Farewell, Old Voting Booth
I voted last night, not without a touch of sadness. Sadness not for anything to do with politics per se, though there's plenty of that sort of sadness to go around, but rather nostalgia for a bygone era, sadness for the demise of the old New York voting machine, the voting machine I had cast every prior vote on, having always been a New York City resident.
For me, that machine was a fitting symbol of our democracy and of our place in the body politic. Even for an atheist like me there was an appeal to the almost sacred and most assuredly ritualistic nature of those old machines. For me those machines and voting went hand-in-hand. There was something majestic about the big red handle you'd pull to the right to close the curtains. And then you were inside a zone of privacy, almost like a confessional, where you would exercise your sacred duty of citizenship. Flip the little black levers down for your candidates of choice. Then, after all of your choices were made, pull the big red handle back to the left to register your votes and open the curtains.
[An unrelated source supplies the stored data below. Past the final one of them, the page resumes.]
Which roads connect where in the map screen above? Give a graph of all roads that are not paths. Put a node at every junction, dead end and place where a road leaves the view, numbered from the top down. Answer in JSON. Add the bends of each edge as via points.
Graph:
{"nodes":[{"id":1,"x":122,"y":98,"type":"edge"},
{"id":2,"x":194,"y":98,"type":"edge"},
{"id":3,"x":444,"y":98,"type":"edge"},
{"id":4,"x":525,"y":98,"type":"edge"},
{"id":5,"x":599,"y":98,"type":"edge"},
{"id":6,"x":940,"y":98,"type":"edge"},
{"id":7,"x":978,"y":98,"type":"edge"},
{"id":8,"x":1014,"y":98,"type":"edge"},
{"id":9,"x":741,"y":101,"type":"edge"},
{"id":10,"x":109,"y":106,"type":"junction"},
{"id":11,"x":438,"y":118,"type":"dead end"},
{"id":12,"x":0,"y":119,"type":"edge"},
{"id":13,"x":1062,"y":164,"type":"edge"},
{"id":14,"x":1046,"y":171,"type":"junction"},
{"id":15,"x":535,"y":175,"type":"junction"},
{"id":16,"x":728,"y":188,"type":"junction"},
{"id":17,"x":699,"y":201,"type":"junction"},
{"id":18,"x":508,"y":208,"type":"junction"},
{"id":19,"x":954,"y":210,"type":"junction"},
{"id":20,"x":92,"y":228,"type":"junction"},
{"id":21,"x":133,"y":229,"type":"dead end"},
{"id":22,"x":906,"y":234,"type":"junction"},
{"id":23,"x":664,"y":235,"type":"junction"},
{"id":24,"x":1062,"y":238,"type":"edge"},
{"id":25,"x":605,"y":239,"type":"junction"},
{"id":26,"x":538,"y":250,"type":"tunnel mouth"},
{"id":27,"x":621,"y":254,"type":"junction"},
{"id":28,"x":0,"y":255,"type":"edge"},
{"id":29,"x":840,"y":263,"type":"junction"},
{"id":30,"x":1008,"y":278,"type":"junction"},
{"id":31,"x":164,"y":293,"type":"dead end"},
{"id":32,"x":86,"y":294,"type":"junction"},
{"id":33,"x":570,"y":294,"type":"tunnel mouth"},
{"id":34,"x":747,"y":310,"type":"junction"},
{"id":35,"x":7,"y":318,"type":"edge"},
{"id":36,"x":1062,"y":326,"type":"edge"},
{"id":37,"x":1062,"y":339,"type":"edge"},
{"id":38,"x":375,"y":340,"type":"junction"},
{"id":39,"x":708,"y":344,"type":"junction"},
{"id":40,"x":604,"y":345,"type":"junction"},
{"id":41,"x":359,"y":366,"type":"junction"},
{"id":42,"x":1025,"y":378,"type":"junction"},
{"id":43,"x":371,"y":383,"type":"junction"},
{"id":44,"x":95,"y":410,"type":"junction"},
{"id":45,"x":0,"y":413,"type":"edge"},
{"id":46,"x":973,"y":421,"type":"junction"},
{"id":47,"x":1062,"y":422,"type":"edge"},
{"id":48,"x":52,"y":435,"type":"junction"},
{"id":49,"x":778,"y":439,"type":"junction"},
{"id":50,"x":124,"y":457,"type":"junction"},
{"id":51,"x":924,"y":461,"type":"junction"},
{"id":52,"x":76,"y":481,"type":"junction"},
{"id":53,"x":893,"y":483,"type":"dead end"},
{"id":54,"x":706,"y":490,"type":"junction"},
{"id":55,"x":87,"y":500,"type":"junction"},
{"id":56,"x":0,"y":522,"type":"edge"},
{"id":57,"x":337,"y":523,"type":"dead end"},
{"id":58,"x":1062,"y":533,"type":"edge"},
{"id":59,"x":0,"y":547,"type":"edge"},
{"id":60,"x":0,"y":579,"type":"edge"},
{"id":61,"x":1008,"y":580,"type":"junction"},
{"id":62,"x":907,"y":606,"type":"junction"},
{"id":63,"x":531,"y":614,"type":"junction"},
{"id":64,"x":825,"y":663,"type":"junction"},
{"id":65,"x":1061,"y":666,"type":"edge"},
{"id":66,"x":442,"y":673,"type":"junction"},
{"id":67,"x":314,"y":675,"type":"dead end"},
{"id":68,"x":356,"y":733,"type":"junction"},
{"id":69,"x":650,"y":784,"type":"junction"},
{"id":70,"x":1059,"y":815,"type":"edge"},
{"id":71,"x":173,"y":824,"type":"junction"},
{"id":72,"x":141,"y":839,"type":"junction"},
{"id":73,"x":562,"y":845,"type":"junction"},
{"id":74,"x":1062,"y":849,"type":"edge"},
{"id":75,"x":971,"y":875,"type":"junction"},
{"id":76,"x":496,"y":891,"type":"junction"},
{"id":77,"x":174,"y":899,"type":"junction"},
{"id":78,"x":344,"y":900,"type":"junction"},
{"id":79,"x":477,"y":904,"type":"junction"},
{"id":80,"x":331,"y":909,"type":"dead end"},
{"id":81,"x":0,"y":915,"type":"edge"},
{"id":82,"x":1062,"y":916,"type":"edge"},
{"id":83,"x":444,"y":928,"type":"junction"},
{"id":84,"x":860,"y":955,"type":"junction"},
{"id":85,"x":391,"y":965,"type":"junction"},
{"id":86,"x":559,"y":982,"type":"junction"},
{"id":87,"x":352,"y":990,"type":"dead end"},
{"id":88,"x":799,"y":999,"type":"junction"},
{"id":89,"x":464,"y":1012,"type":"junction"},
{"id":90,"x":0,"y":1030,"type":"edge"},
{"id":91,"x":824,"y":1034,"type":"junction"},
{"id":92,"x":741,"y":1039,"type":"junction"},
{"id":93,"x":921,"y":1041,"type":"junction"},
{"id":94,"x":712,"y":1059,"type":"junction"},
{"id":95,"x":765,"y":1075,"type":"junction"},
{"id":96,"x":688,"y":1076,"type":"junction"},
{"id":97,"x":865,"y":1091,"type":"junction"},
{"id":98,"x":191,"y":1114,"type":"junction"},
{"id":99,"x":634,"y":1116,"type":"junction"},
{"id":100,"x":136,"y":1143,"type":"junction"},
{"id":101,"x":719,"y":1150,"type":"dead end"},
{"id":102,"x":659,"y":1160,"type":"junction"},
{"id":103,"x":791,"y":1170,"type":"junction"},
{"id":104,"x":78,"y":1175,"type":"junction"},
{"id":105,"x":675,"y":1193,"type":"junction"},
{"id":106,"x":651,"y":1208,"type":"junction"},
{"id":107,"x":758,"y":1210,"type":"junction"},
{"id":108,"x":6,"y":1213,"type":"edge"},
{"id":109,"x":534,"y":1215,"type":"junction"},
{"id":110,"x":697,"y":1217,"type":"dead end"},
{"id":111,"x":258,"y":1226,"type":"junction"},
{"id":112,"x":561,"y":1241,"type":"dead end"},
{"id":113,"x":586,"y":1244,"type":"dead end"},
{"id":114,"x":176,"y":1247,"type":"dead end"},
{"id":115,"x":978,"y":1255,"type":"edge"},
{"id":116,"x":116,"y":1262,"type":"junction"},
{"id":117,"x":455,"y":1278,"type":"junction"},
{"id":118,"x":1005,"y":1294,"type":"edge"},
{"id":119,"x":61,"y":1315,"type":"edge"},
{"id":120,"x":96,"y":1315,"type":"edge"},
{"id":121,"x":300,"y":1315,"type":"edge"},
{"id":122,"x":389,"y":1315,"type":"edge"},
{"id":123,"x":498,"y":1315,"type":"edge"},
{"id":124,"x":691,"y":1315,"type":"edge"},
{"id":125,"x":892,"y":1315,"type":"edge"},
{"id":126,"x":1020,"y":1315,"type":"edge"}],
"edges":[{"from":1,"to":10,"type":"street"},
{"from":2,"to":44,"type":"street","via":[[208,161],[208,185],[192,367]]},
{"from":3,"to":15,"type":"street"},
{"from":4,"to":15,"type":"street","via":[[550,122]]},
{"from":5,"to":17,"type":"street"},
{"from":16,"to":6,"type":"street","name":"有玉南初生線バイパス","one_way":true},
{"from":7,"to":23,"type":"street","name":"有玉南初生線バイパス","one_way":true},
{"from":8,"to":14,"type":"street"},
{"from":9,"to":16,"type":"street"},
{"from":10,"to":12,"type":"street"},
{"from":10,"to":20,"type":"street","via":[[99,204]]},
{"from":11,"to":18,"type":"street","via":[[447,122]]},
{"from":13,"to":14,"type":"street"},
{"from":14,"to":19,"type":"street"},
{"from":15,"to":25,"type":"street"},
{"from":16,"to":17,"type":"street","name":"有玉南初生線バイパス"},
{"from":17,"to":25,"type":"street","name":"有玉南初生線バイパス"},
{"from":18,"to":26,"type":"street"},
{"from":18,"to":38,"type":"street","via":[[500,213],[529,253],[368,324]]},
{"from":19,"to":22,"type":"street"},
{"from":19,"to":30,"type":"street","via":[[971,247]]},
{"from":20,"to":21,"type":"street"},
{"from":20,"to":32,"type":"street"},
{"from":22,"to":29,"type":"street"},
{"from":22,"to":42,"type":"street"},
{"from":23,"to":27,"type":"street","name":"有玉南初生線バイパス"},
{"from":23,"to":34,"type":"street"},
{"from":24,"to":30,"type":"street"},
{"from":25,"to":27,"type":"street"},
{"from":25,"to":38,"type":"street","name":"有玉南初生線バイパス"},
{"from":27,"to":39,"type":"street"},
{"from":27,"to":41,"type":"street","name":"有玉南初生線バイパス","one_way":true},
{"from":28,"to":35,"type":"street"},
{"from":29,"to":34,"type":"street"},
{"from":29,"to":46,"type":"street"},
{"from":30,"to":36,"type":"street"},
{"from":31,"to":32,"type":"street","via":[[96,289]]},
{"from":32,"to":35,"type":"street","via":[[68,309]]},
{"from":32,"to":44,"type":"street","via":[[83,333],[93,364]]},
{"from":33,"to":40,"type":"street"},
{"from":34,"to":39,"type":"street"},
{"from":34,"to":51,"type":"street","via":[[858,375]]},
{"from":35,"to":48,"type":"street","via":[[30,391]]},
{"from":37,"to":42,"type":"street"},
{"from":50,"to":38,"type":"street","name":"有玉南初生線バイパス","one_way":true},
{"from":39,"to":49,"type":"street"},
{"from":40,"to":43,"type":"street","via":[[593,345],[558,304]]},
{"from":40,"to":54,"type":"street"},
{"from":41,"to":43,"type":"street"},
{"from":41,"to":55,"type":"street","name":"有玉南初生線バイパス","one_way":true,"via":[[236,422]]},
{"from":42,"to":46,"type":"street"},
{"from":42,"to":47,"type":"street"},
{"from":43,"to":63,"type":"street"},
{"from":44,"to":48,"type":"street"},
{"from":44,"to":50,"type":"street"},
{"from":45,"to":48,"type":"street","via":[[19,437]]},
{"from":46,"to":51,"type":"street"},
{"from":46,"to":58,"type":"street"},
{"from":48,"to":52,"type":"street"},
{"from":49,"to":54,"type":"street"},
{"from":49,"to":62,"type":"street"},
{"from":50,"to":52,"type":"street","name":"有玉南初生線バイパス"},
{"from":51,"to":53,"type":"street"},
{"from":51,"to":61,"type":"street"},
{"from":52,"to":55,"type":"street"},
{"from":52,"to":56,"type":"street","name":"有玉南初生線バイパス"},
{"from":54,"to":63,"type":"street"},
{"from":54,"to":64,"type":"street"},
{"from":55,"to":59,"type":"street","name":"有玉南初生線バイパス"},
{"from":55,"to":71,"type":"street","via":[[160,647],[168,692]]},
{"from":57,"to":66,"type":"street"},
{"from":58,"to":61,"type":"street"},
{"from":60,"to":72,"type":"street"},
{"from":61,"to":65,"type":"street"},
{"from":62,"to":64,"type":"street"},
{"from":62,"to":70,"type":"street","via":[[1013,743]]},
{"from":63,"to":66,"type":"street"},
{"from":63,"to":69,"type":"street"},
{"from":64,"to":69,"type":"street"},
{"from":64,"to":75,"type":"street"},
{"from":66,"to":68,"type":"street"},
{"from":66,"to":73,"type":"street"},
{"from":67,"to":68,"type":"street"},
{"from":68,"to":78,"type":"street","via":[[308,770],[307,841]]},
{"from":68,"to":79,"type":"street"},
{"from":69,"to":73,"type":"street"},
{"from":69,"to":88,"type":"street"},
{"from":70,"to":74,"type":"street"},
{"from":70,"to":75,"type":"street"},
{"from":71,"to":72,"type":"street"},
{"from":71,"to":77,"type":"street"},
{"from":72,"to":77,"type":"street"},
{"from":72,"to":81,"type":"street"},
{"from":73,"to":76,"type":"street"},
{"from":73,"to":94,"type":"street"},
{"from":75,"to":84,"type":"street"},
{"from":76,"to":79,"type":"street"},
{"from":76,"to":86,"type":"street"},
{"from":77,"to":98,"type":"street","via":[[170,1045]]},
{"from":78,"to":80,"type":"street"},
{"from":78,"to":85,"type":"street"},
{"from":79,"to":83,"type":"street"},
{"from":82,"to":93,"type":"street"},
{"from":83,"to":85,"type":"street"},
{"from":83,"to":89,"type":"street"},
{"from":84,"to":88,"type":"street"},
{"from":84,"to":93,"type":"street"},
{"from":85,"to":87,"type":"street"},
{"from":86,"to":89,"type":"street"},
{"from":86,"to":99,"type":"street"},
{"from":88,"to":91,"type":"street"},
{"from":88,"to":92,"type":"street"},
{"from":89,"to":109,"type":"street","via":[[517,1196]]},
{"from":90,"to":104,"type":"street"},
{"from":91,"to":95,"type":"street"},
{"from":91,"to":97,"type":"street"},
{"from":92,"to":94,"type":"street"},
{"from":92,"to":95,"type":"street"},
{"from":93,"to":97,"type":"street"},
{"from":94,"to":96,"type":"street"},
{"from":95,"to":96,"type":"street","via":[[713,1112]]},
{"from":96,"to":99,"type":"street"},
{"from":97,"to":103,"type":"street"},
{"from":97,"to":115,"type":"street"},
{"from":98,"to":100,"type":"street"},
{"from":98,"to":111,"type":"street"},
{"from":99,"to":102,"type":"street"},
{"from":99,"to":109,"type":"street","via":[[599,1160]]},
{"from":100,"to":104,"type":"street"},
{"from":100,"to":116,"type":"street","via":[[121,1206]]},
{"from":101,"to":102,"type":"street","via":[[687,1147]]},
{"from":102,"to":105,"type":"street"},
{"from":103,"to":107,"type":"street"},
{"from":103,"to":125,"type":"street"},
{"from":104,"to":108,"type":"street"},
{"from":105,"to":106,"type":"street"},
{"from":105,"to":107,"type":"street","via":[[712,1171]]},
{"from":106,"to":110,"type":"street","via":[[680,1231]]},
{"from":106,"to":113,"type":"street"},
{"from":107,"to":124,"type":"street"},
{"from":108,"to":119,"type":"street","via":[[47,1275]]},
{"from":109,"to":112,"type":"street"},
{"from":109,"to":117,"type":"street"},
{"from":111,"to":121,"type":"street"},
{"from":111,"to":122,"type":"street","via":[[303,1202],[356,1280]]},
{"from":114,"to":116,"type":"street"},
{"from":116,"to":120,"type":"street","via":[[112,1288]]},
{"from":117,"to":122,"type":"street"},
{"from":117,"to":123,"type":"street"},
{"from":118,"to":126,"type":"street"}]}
That was the kind of voting machine my mother took me into by the hand as a tyke, to watch her exercise her civic duty, perhaps when I was four, when she voted for JFK. My first time in the booth as a voter was 1974, the year of a gubernatorial race, when Hugh Carey was the victor. I probably voted Socialist Workers that year. I know I voted for the Socialist Workers' candidate, Peter Camejo, not Carter, in 1976, my first presidential election. Over the years I've rarely missed a general election, and hardly any primaries either.
Marking an ephemeral paper ballot last night I truly felt a great sense of loss. And, I suppose, of advancing age.